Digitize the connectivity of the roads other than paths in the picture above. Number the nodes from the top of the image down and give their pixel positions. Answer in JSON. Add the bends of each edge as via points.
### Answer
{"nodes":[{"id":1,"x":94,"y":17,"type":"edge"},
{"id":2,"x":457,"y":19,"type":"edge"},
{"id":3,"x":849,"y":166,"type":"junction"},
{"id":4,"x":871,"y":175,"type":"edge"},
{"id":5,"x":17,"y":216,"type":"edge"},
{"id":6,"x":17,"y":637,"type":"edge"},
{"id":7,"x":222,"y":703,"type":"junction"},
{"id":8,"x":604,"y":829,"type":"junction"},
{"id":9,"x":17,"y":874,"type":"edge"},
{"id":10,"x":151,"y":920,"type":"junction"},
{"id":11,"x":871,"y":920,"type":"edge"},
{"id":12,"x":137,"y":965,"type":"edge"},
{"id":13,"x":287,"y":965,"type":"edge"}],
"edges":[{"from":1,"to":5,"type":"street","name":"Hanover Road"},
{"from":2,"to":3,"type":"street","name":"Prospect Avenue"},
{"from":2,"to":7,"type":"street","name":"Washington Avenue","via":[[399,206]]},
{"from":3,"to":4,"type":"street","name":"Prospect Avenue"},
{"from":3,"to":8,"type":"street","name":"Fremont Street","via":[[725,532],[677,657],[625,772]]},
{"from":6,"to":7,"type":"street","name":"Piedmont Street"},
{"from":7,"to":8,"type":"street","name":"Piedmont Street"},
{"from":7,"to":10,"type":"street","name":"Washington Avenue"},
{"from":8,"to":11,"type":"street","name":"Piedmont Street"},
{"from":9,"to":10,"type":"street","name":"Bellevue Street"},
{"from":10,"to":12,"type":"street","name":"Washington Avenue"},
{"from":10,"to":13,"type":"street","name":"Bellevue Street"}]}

◆ ◆ ◆ ◆

**Required work:** Reproduce the material verbatim, line by line.

**Answer below:**
Digitize the connectivity of the roads other than paths in the picture above. Number the nodes from the top of the image down and give their pixel positions. Answer in JSON. Add the bends of each edge as via points.
### Answer
{"nodes":[{"id":1,"x":94,"y":17,"type":"edge"},
{"id":2,"x":457,"y":19,"type":"edge"},
{"id":3,"x":849,"y":166,"type":"junction"},
{"id":4,"x":871,"y":175,"type":"edge"},
{"id":5,"x":17,"y":216,"type":"edge"},
{"id":6,"x":17,"y":637,"type":"edge"},
{"id":7,"x":222,"y":703,"type":"junction"},
{"id":8,"x":604,"y":829,"type":"junction"},
{"id":9,"x":17,"y":874,"type":"edge"},
{"id":10,"x":151,"y":920,"type":"junction"},
{"id":11,"x":871,"y":920,"type":"edge"},
{"id":12,"x":137,"y":965,"type":"edge"},
{"id":13,"x":287,"y":965,"type":"edge"}],
"edges":[{"from":1,"to":5,"type":"street","name":"Hanover Road"},
{"from":2,"to":3,"type":"street","name":"Prospect Avenue"},
{"from":2,"to":7,"type":"street","name":"Washington Avenue","via":[[399,206]]},
{"from":3,"to":4,"type":"street","name":"Prospect Avenue"},
{"from":3,"to":8,"type":"street","name":"Fremont Street","via":[[725,532],[677,657],[625,772]]},
{"from":6,"to":7,"type":"street","name":"Piedmont Street"},
{"from":7,"to":8,"type":"street","name":"Piedmont Street"},
{"from":7,"to":10,"type":"street","name":"Washington Avenue"},
{"from":8,"to":11,"type":"street","name":"Piedmont Street"},
{"from":9,"to":10,"type":"street","name":"Bellevue Street"},
{"from":10,"to":12,"type":"street","name":"Washington Avenue"},
{"from":10,"to":13,"type":"street","name":"Bellevue Street"}]}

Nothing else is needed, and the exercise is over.